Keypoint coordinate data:

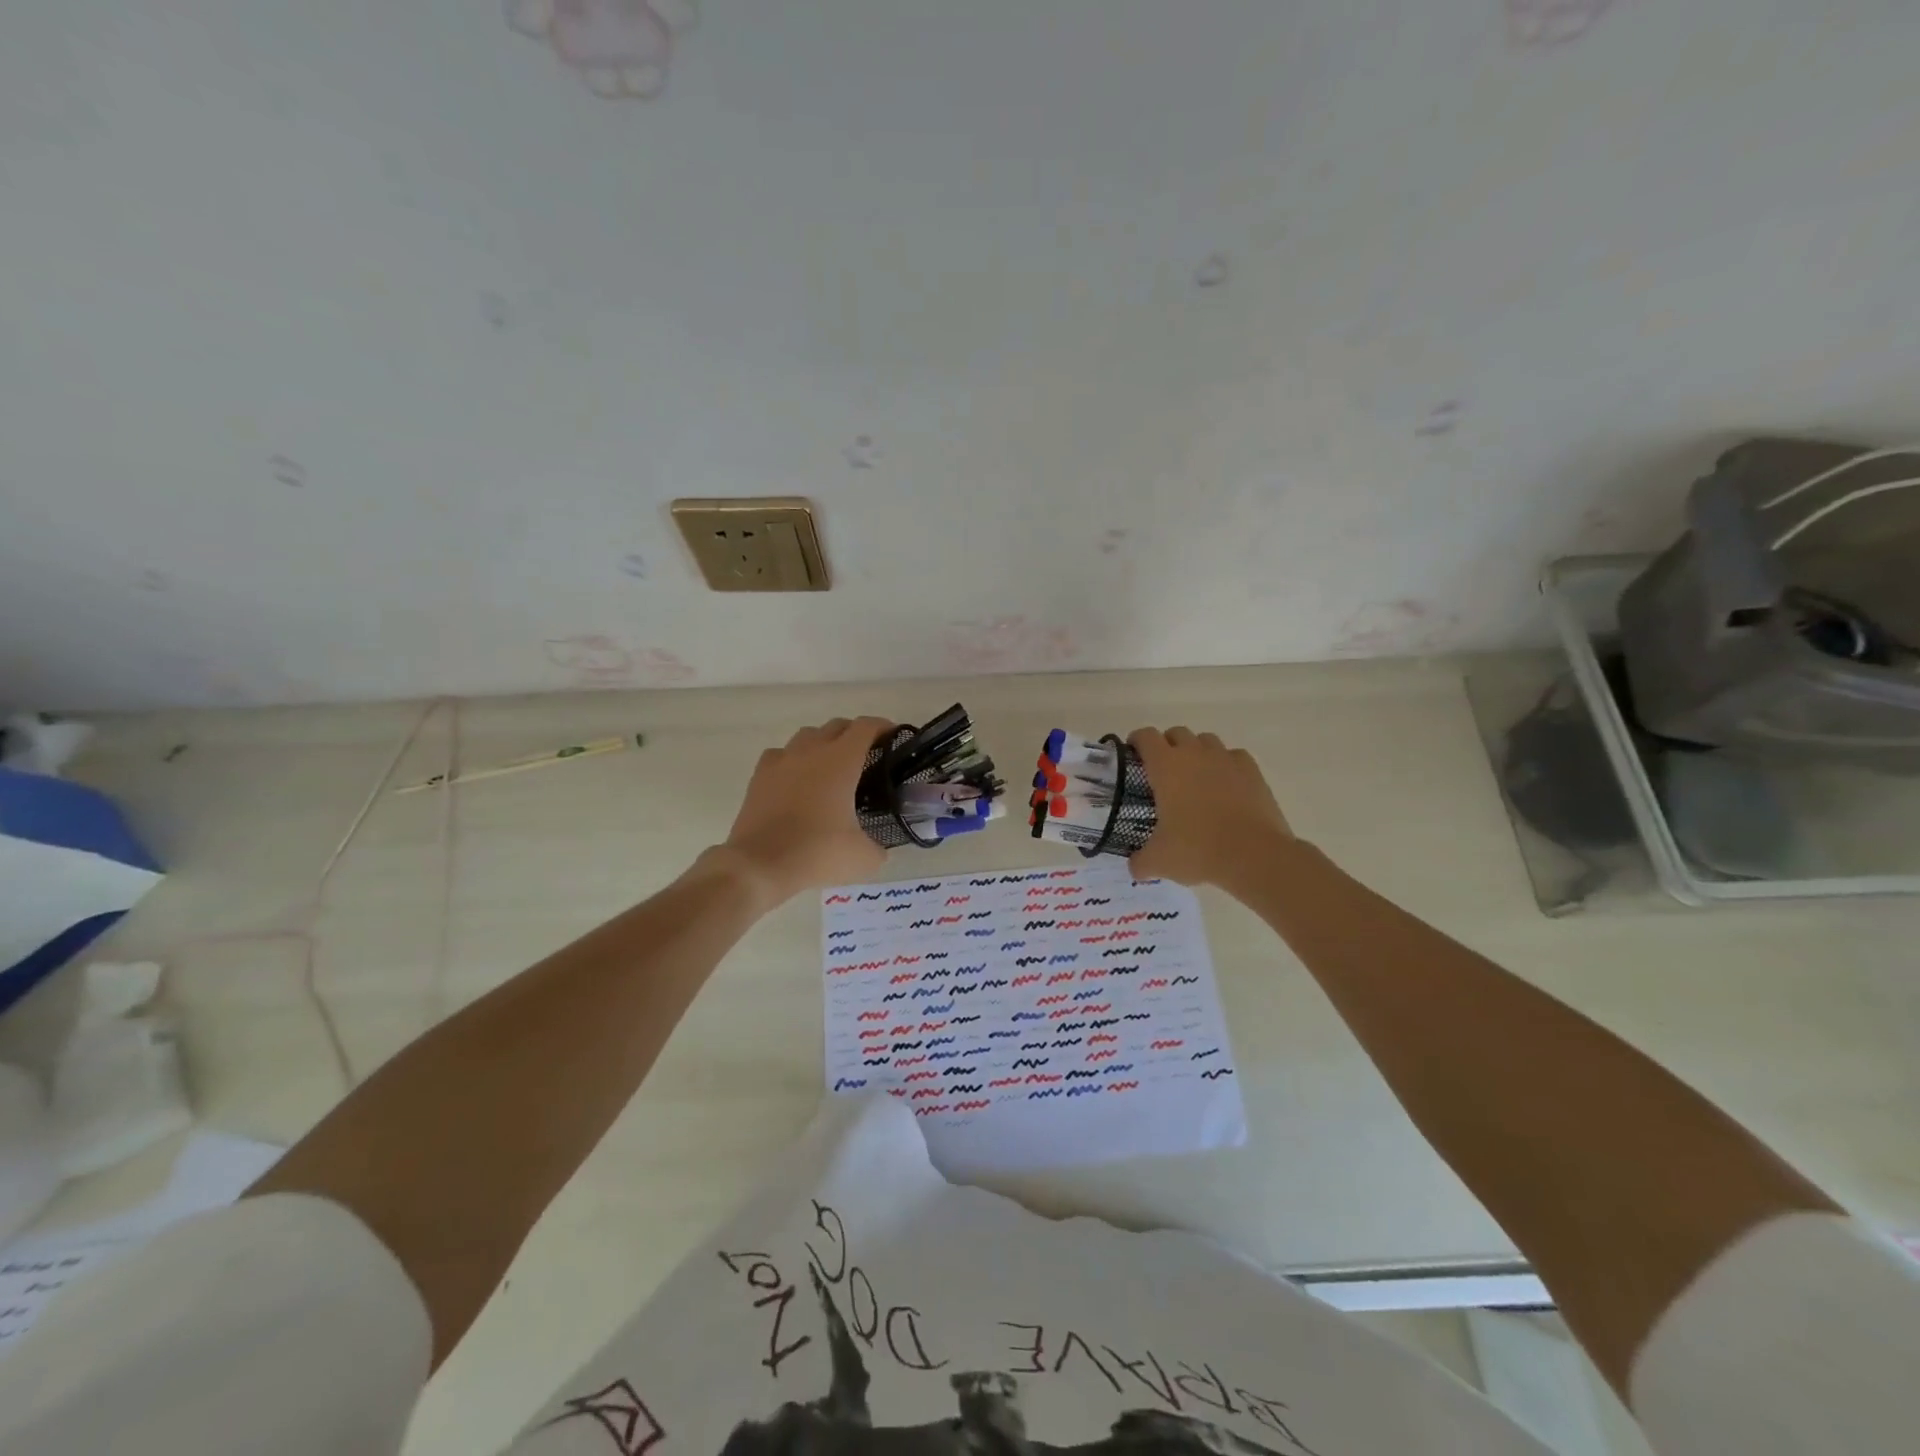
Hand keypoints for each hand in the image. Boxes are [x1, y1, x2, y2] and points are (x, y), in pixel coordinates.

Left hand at [716, 717, 892, 906]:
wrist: (760, 864)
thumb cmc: (817, 852)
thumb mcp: (863, 858)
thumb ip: (878, 847)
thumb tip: (878, 849)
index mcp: (841, 761)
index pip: (866, 728)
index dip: (883, 727)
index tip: (894, 737)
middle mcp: (811, 751)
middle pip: (837, 726)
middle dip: (855, 734)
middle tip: (867, 755)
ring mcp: (782, 761)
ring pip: (807, 735)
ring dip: (823, 742)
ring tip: (831, 765)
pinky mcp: (759, 776)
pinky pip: (780, 754)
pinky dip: (793, 759)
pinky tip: (796, 777)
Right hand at [1127, 727, 1292, 889]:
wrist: (1254, 855)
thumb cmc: (1198, 850)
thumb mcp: (1159, 861)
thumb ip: (1140, 862)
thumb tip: (1134, 868)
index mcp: (1166, 767)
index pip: (1146, 737)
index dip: (1137, 741)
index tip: (1133, 754)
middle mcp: (1195, 754)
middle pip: (1176, 733)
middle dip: (1167, 745)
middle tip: (1163, 771)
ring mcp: (1226, 759)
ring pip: (1206, 740)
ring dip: (1196, 751)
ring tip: (1195, 776)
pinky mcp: (1252, 771)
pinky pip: (1234, 756)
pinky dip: (1226, 764)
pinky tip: (1225, 784)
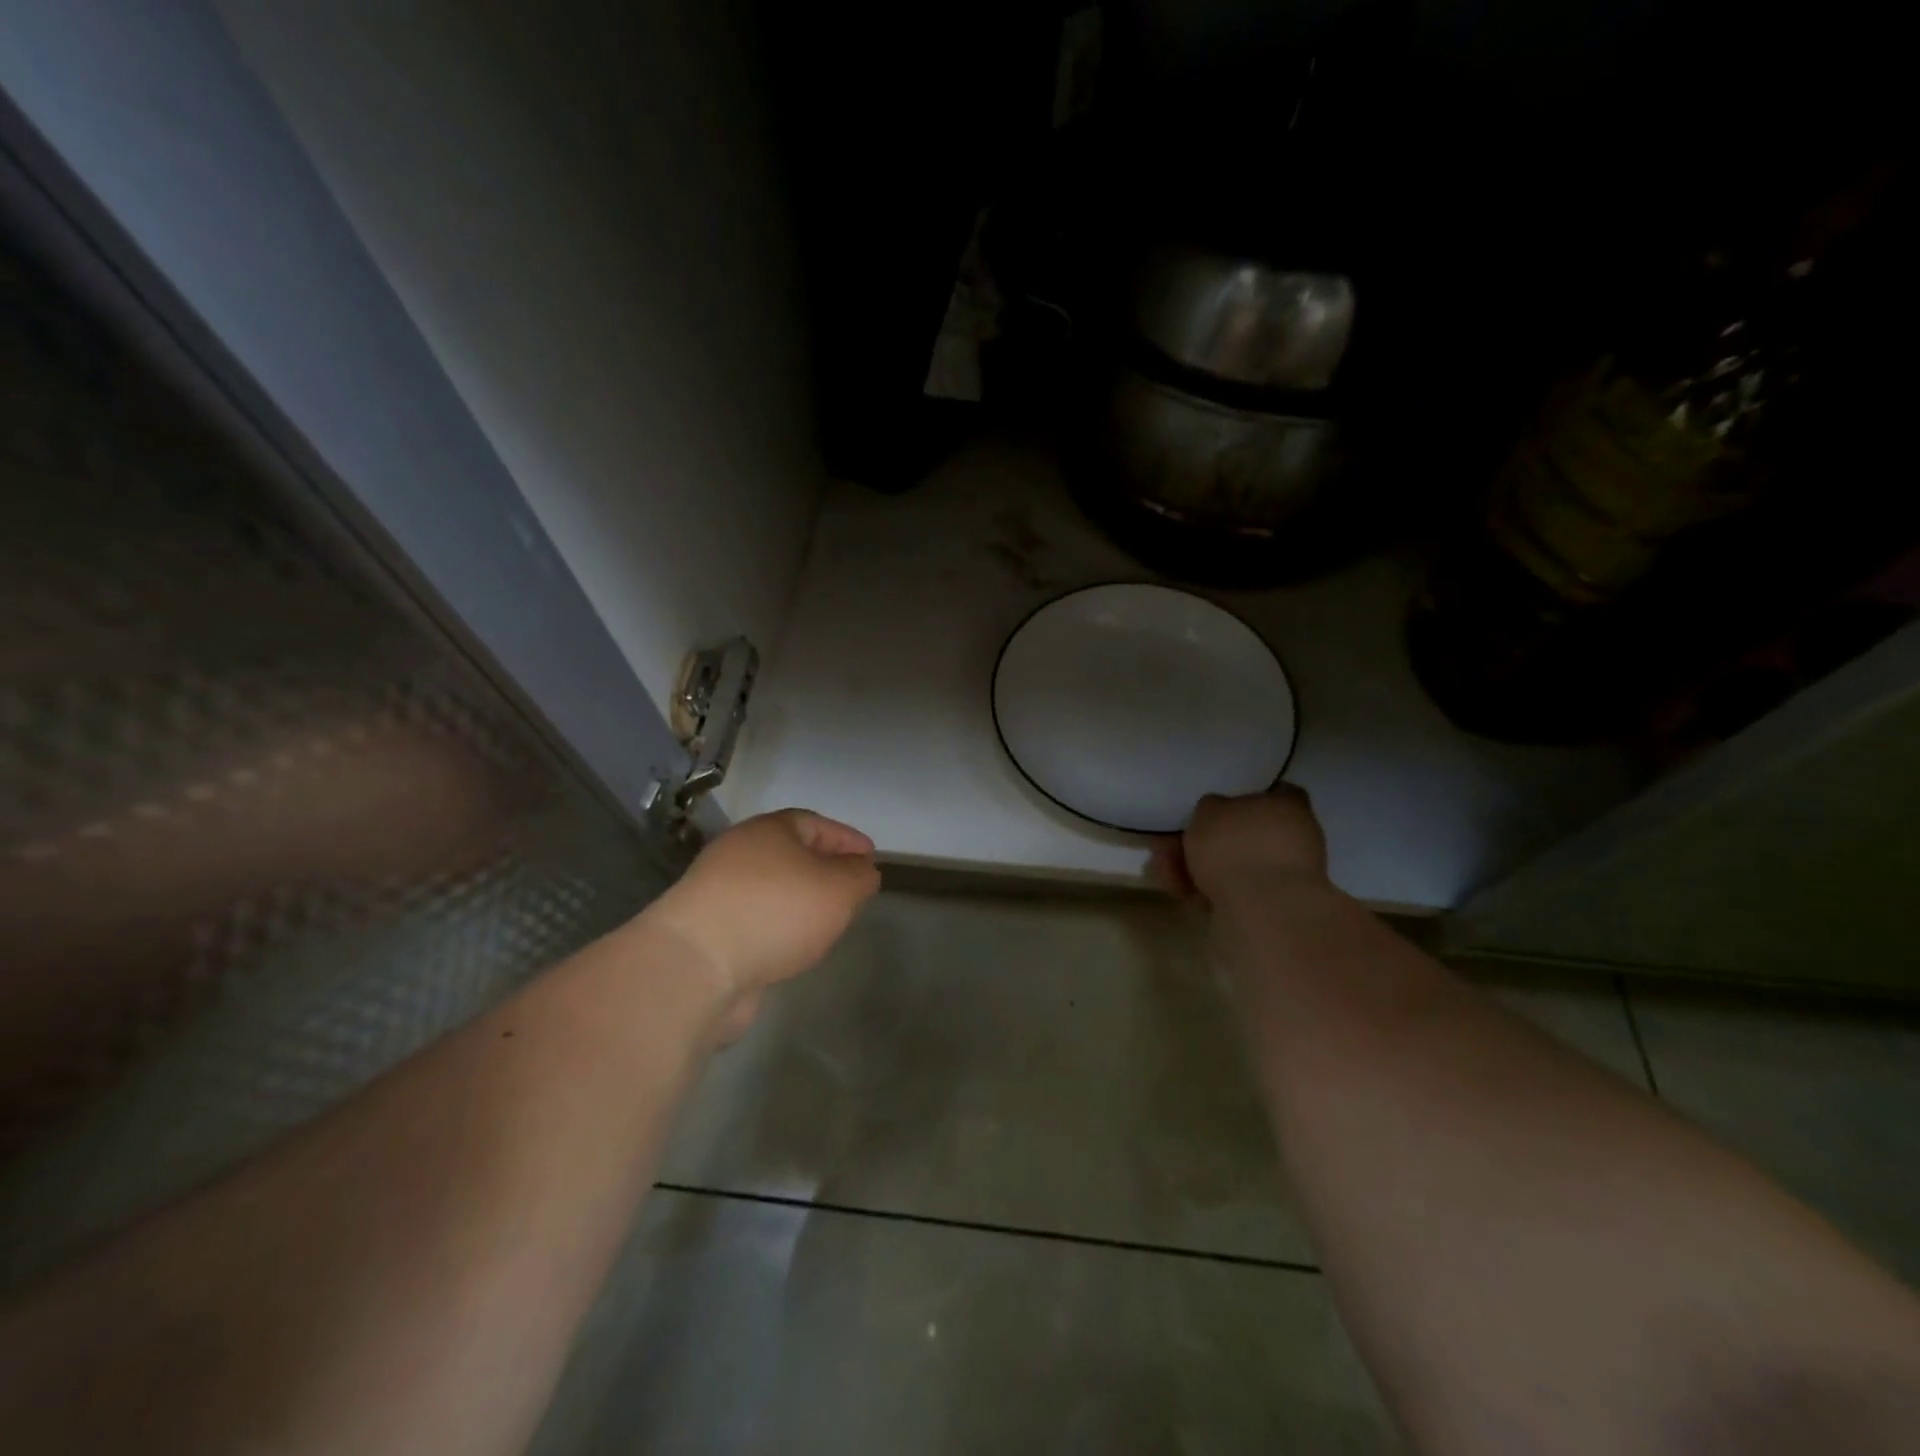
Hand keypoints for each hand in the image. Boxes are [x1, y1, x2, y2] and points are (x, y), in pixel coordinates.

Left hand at [645, 809, 879, 1004]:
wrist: (697, 965)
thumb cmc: (776, 911)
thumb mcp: (839, 889)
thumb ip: (859, 877)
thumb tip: (862, 871)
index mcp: (769, 830)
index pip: (816, 823)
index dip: (846, 839)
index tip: (871, 858)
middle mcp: (740, 853)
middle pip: (790, 854)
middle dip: (824, 869)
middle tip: (851, 890)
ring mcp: (718, 892)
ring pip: (773, 888)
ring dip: (801, 901)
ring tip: (827, 921)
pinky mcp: (708, 930)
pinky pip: (756, 919)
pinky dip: (779, 926)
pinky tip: (794, 945)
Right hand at [1151, 787, 1328, 903]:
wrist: (1264, 912)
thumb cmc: (1236, 847)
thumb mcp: (1209, 811)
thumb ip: (1212, 807)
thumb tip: (1216, 810)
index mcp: (1290, 803)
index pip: (1270, 792)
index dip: (1239, 799)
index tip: (1212, 811)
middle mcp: (1298, 836)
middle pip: (1249, 833)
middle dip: (1212, 841)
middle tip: (1177, 847)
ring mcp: (1290, 875)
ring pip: (1240, 865)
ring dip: (1206, 868)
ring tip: (1172, 875)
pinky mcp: (1276, 906)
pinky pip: (1238, 890)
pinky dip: (1214, 891)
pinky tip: (1187, 893)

*WHAT IS NEEDED*. No picture should be included when the data are set down again exactly.

*OUTPUT OF THE TASK*.
Hand keypoints for each hand in the image. Boxes are [x1, y1, x2, y2] and points are (x, y), in pixel coordinates.

Left hand at [716, 717, 892, 906]:
wrist: (760, 864)
thumb cmc: (817, 852)
thumb mcp: (863, 858)
thumb ip: (878, 847)
thumb tip: (878, 849)
index mcp: (841, 761)
index pip: (866, 728)
index dip: (883, 727)
index tip: (894, 737)
middle mcp: (811, 751)
middle pip: (837, 726)
middle dip: (855, 734)
middle tip: (867, 755)
ring mcp: (782, 761)
ring pip: (807, 735)
ring dip: (823, 742)
ring tip: (831, 765)
pinky mcp: (759, 776)
pinky pip: (780, 754)
pinky dip: (793, 759)
pinky tip: (796, 777)
Right hand at [1127, 727, 1292, 889]:
wrist: (1254, 855)
thumb cmc: (1198, 850)
thumb mcp: (1159, 861)
thumb ip: (1140, 862)
thumb tip: (1134, 868)
index mcp: (1166, 767)
index pip: (1146, 737)
index dip: (1137, 741)
index tip: (1133, 754)
middle mcp: (1195, 754)
middle pip: (1176, 733)
middle dip: (1167, 745)
middle tip: (1163, 771)
ring mcp: (1226, 759)
ring pip: (1206, 740)
ring dip: (1196, 751)
ring tip: (1195, 776)
pinky mcp: (1252, 771)
pinky pip: (1234, 756)
pinky dip: (1226, 764)
pinky tip: (1225, 784)
Hand keypoints for each hand in the image. Boxes are [x1, y1, x2, y2] and points are (x, y), in pixel coordinates.

Left hand at [645, 809, 879, 1004]:
wrist: (697, 965)
thumb cmc: (776, 911)
thumb mcp: (839, 889)
thumb ip: (859, 877)
thumb tip: (862, 871)
index mcp: (769, 830)
index pip: (816, 823)
index dip: (846, 839)
index tip: (871, 858)
middle mcp: (740, 853)
middle pip: (790, 854)
middle dip: (824, 869)
middle tip: (851, 890)
ring mcp: (718, 892)
ring pip: (773, 888)
ring dip: (801, 901)
ring tip: (827, 921)
pinky mcp: (708, 930)
pinky pip: (756, 919)
pinky dip: (779, 926)
pinky tip: (794, 945)
Right hand at [1151, 787, 1328, 903]:
wrist: (1264, 912)
thumb cmc: (1236, 847)
thumb mcp: (1209, 811)
thumb ip: (1212, 807)
thumb tip: (1216, 810)
index mcp: (1290, 803)
index pip: (1270, 792)
index dip: (1239, 799)
index tip: (1212, 811)
middle mcp: (1298, 836)
middle pip: (1249, 833)
middle dip: (1212, 841)
middle tip: (1177, 847)
ring mcp: (1290, 875)
ring pip: (1240, 865)
ring dip: (1206, 868)
ring tip: (1172, 875)
pinky mcp: (1276, 906)
pinky pip: (1238, 890)
pinky dip: (1214, 891)
pinky tip: (1187, 893)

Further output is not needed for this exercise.